Retour sur un conflit qui dure depuis près de deux décennies et dont les effets continuent à être dévastateurs pour cette zone géographique au potentiel énorme.Massacres, viols, mutilations, non accès à l'assistance humanitaire, destruction d’écoles et d’hôpitaux, enlèvements d’enfants incorporés de force aux groupes armés… Les conséquences dramatiques du différend entre frères ennemis rwandais et congolais sur la population civile sont légion. Ce conflit dont l’origine est au croisement de considérations ethniques, de raisons économiques et de calculs géostratégiques impliquant d’autres pays, voisins ou non, fait de l’immense terrain de chasse qu’est devenue la RDC, une zone d’instabilité chronique.

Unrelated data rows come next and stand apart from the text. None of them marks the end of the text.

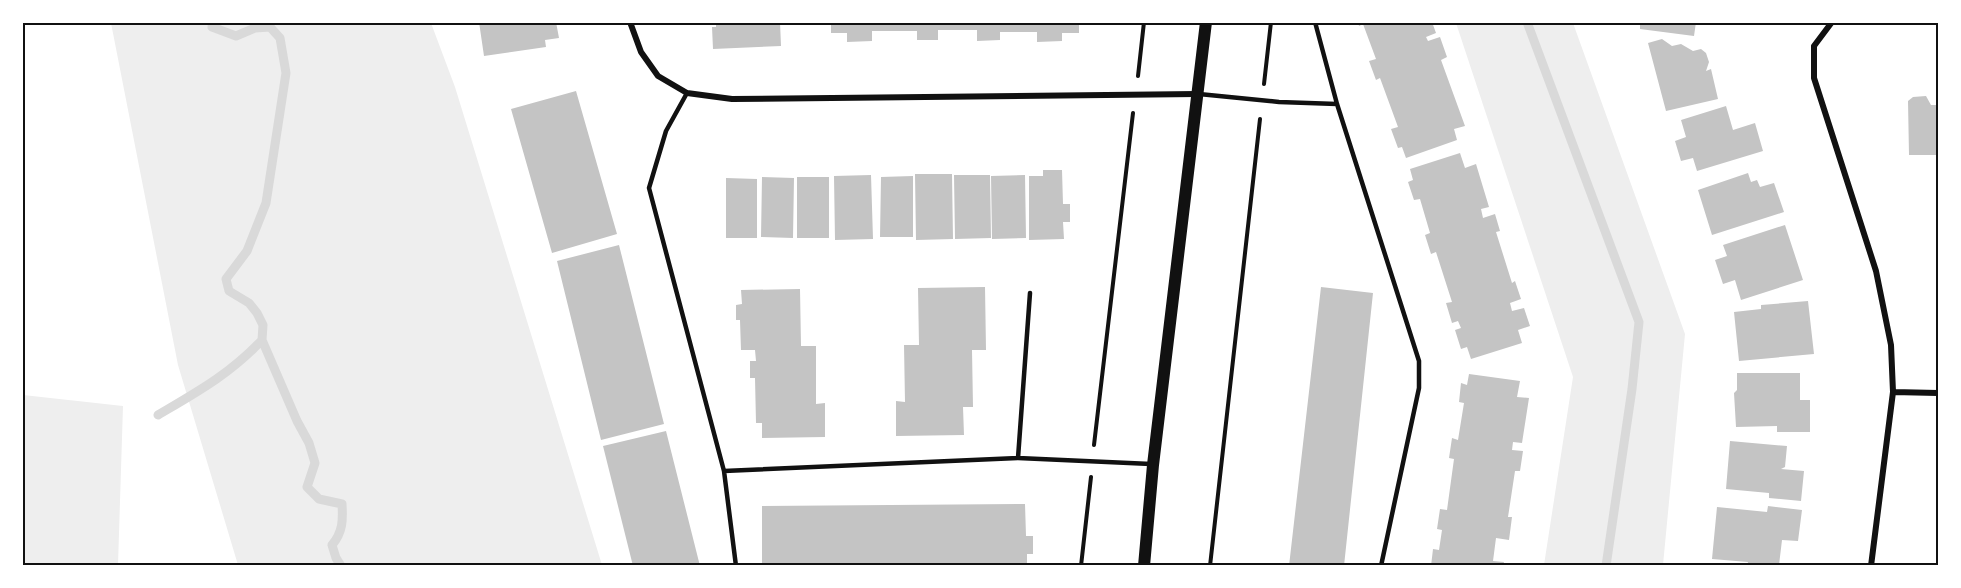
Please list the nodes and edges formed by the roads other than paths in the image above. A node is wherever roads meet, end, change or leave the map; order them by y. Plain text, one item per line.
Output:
1 (630, 22) edge
2 (1206, 22) edge
3 (1315, 22) edge
4 (1832, 22) edge
5 (687, 93) junction
6 (1197, 94) junction
7 (1337, 104) junction
8 (1030, 293) dead end
9 (1893, 392) junction
10 (1938, 393) edge
11 (1018, 458) junction
12 (1153, 465) junction
13 (724, 471) junction
14 (736, 566) edge
15 (1144, 566) edge
16 (1381, 566) edge
17 (1871, 566) edge

1 - 5 street
2 - 6 main road
3 - 7 lane
4 - 9 street
5 - 6 street
5 - 13 lane
6 - 7 lane
6 - 12 main road
7 - 16 lane
8 - 11 lane
9 - 10 street
9 - 17 street
11 - 12 lane
11 - 13 lane
12 - 15 main road
13 - 14 lane

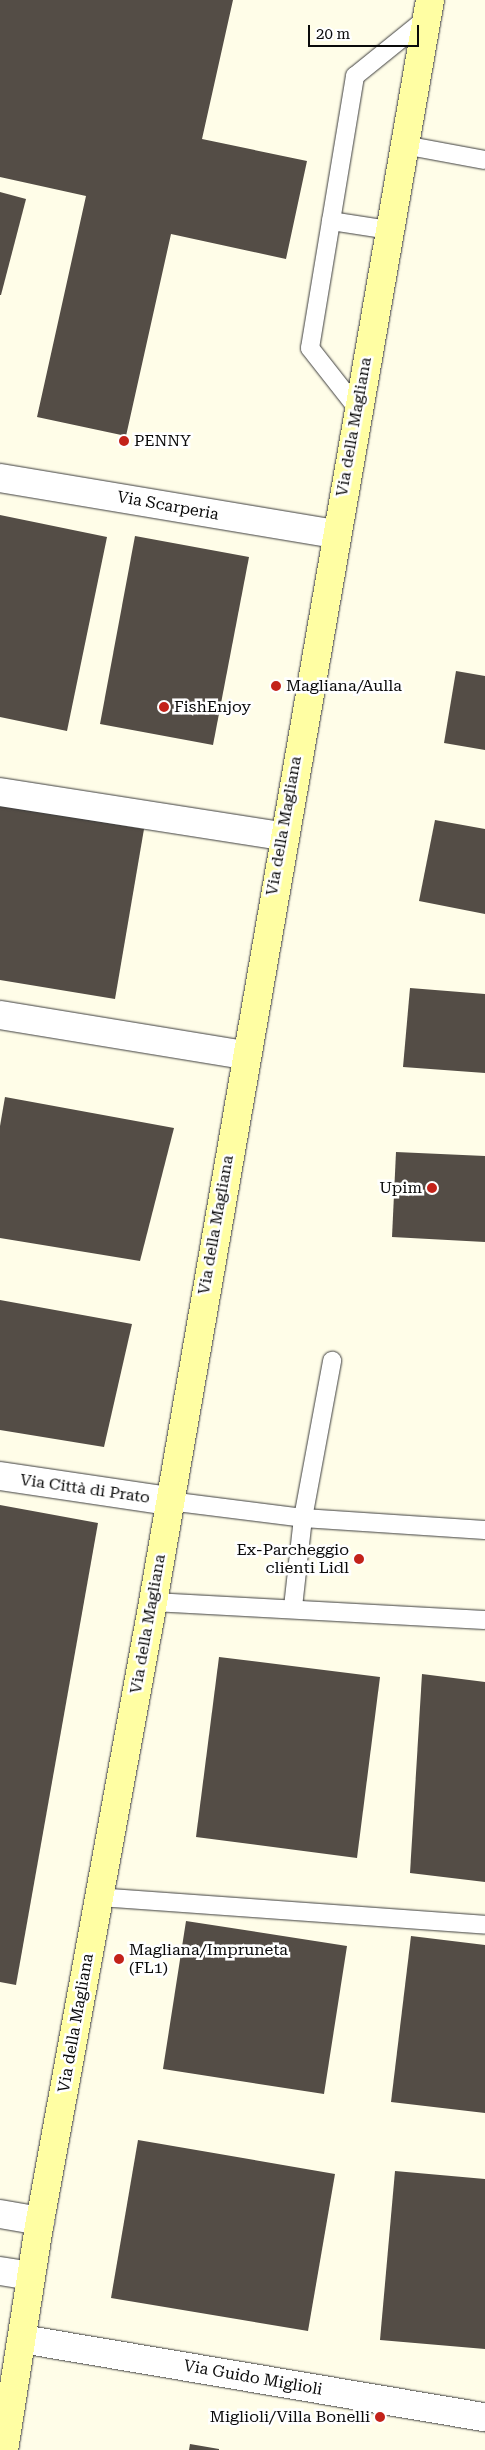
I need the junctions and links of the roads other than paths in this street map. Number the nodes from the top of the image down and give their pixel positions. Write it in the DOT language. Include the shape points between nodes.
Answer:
graph roads {
  1 [pos="428,9"];
  2 [pos="404,145"];
  3 [pos="485,160"];
  4 [pos="331,221"];
  5 [pos="389,230"];
  6 [pos="357,408"];
  7 [pos="0,478"];
  8 [pos="336,534"];
  9 [pos="0,792"];
  10 [pos="282,836"];
  11 [pos="0,1015"];
  12 [pos="245,1054"];
  13 [pos="332,1361"];
  14 [pos="0,1476"];
  15 [pos="169,1501"];
  16 [pos="303,1518"];
  17 [pos="485,1530"];
  18 [pos="153,1602"];
  19 [pos="292,1607"];
  20 [pos="485,1620"];
  21 [pos="98,1897"];
  22 [pos="485,1925"];
  23 [pos="0,2214"];
  24 [pos="40,2221"];
  25 [pos="0,2271"];
  26 [pos="31,2276"];
  27 [pos="22,2339"];
  28 [pos="485,2417"];
  29 [pos="4,2450"];
  1 -- 2 [label="main road, Via della Magliana"];
  1 -- 4 [label="lane" via="355,76"];
  2 -- 3 [label="lane"];
  2 -- 5 [label="main road, Via della Magliana"];
  4 -- 5 [label="lane"];
  4 -- 6 [label="lane" via="310,348"];
  5 -- 6 [label="main road, Via della Magliana"];
  6 -- 8 [label="main road, Via della Magliana"];
  7 -- 8 [label="street, Via Scarperia"];
  8 -- 10 [label="main road, Via della Magliana"];
  9 -- 10 [label="street"];
  10 -- 12 [label="main road, Via della Magliana"];
  11 -- 12 [label="street"];
  12 -- 15 [label="main road, Via della Magliana"];
  13 -- 16 [label="lane"];
  14 -- 15 [label="street, Via Città di Prato"];
  15 -- 16 [label="lane"];
  15 -- 18 [label="main road, Via della Magliana"];
  16 -- 17 [label="lane"];
  16 -- 19 [label="lane"];
  18 -- 19 [label="lane"];
  18 -- 21 [label="main road, Via della Magliana"];
  19 -- 20 [label="lane"];
  21 -- 22 [label="lane"];
  21 -- 24 [label="main road, Via della Magliana"];
  23 -- 24 [label="street"];
  24 -- 26 [label="main road, Via della Magliana"];
  25 -- 26 [label="street"];
  26 -- 27 [label="main road, Via della Magliana"];
  27 -- 28 [label="street, Via Guido Miglioli"];
  27 -- 29 [label="main road, Via della Magliana"];
}
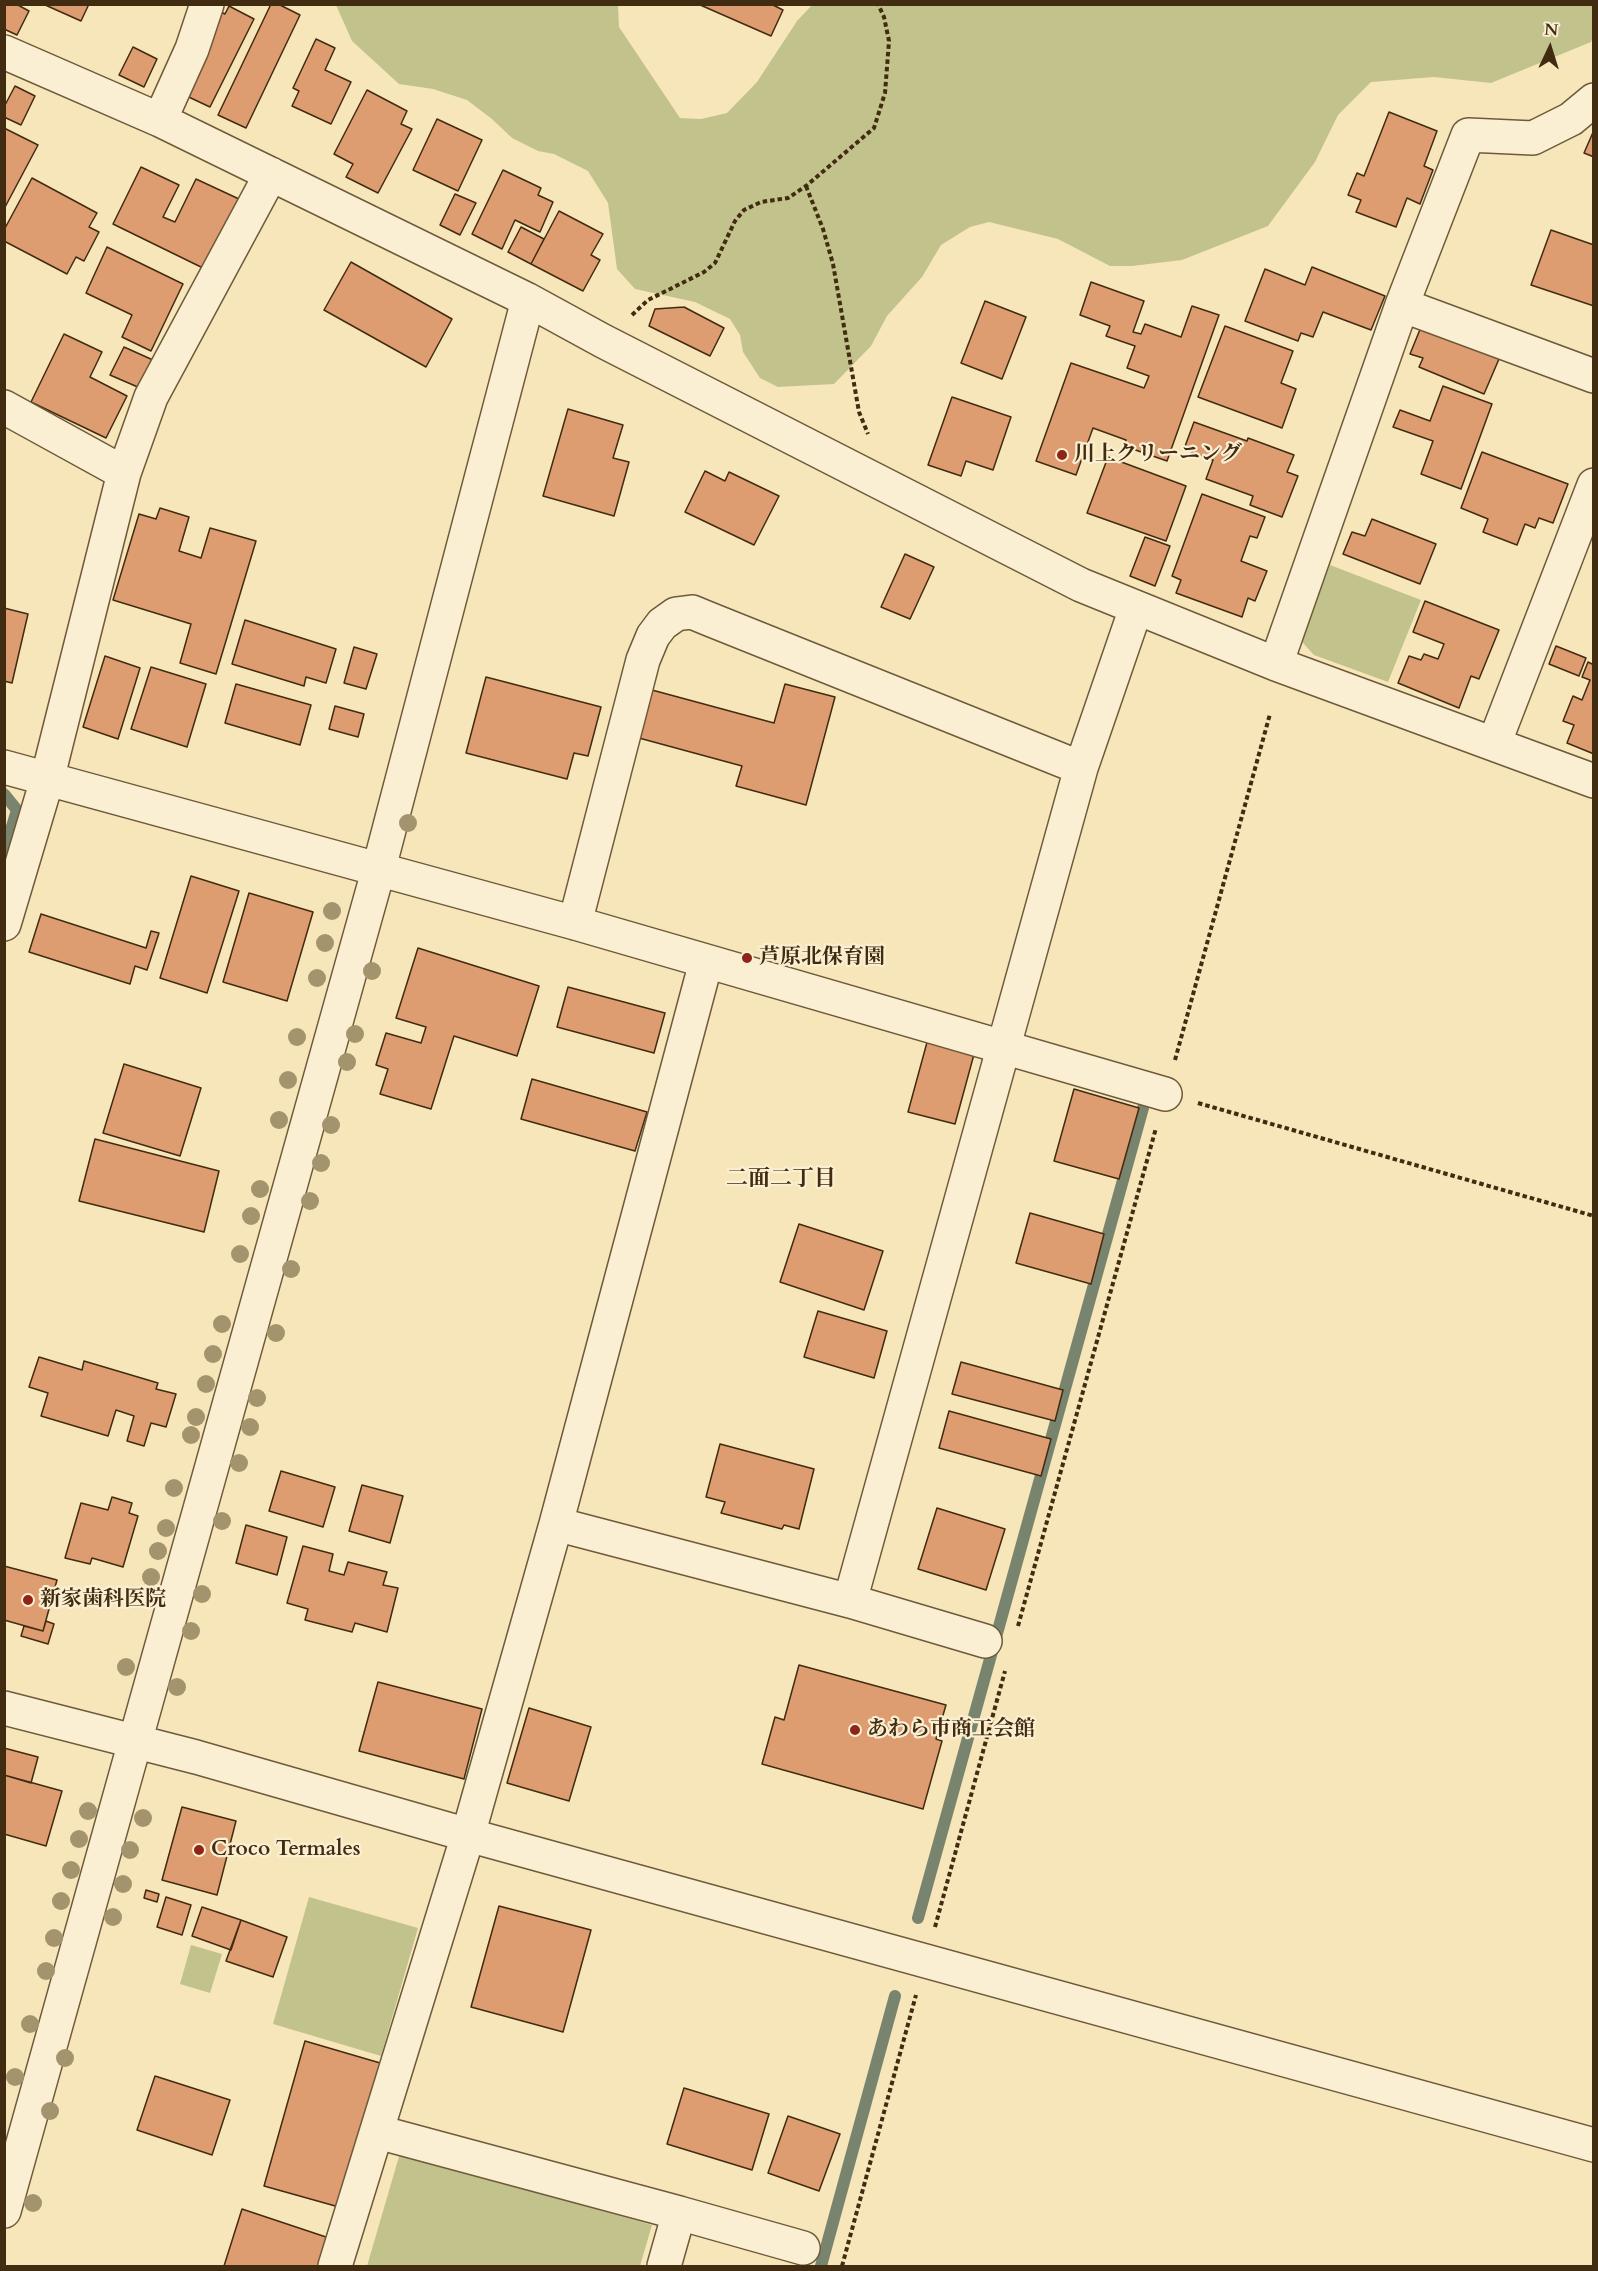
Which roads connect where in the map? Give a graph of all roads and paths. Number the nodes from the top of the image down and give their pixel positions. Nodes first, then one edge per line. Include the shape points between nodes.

Tout part du génocide rwandais de 1994 qui a vu le massacre organisé de la population d’ethnie tutsie par des membres de l’ethnie hutue. Après l’arrêt du génocide et la prise du pouvoir par les Tutsis sous la houlette de Paul Kagamé, des centaines de milliers d’Hutus fuyant les représailles des nouveaux hommes forts de Kigali se sont réfugiés dans l’Est de ce qui était à l’époque le Zaïre avec la bienveillance de Mobutu.
A Kigali on est très vite convaincu que les camps de réfugiés nés de cette situation sont sous la coupe des milices hutues Interahamwe et de membres hutus de l’ancienne armée rwandaise, donc de génocidaires. Sous prétexte qu’ils préparent une invasion, la nouvelle armée rwandaise convoque la nécessité de défendre son intégrité territoriale pour occuper cette partie orientale du Zaïre. Mais derrière cette raison militaire se cache une autre beaucoup moins avouable, corroborée notamment par un rapport de l’ONU à l’époque : le dessein de Kigali est aussi, à terme, de faire main basse sur une partie des richesses du Zaïre. Comme pour donner du grain à moudre aux tenants de cette thèse, le Rwanda, qui rejette pourtant les accusations de l’ONU, arme d’abord les rebelles tutsis zaïrois Banyamulenge puis, avec l’Ouganda, l'Alliance des Forces Démocratiques pour la Libération du Congo (AFDL) de Laurent-Désiré Kabila.
Ce dernier, avec l’aide de ces deux pays, parvient à évincer Mobutu du pouvoir en 1997. Il rebaptise le pays République Démocratique du Congo (RDC). Un an plus tard, en 1998, il décide de tourner le dos à ses alliés après en avoir trouvé d’autres jugés moins encombrants. Ainsi se sépare t-il de son chef de cabinet rwandais James Kabarebe, celui là même dont le général tutsi congolais Laurent Nkunda, entré en rébellion, dira quelques années plus tard, alors qu’on lui reprochait son allégeance à Kigali, qu’il a été le mentor de Joseph Kabila – héritier de son père à la tête de la RDC. Par conséquent, à en croire ces allégations, Kabila fils était lui aussi quelque part membre de l’armée rwandaise car formé dans le maquis par Kabarebe. Un raccourci hâtif certes mais qui en dit long sur l’influence que le Rwanda cherche à cultiver chez les dirigeants congolais.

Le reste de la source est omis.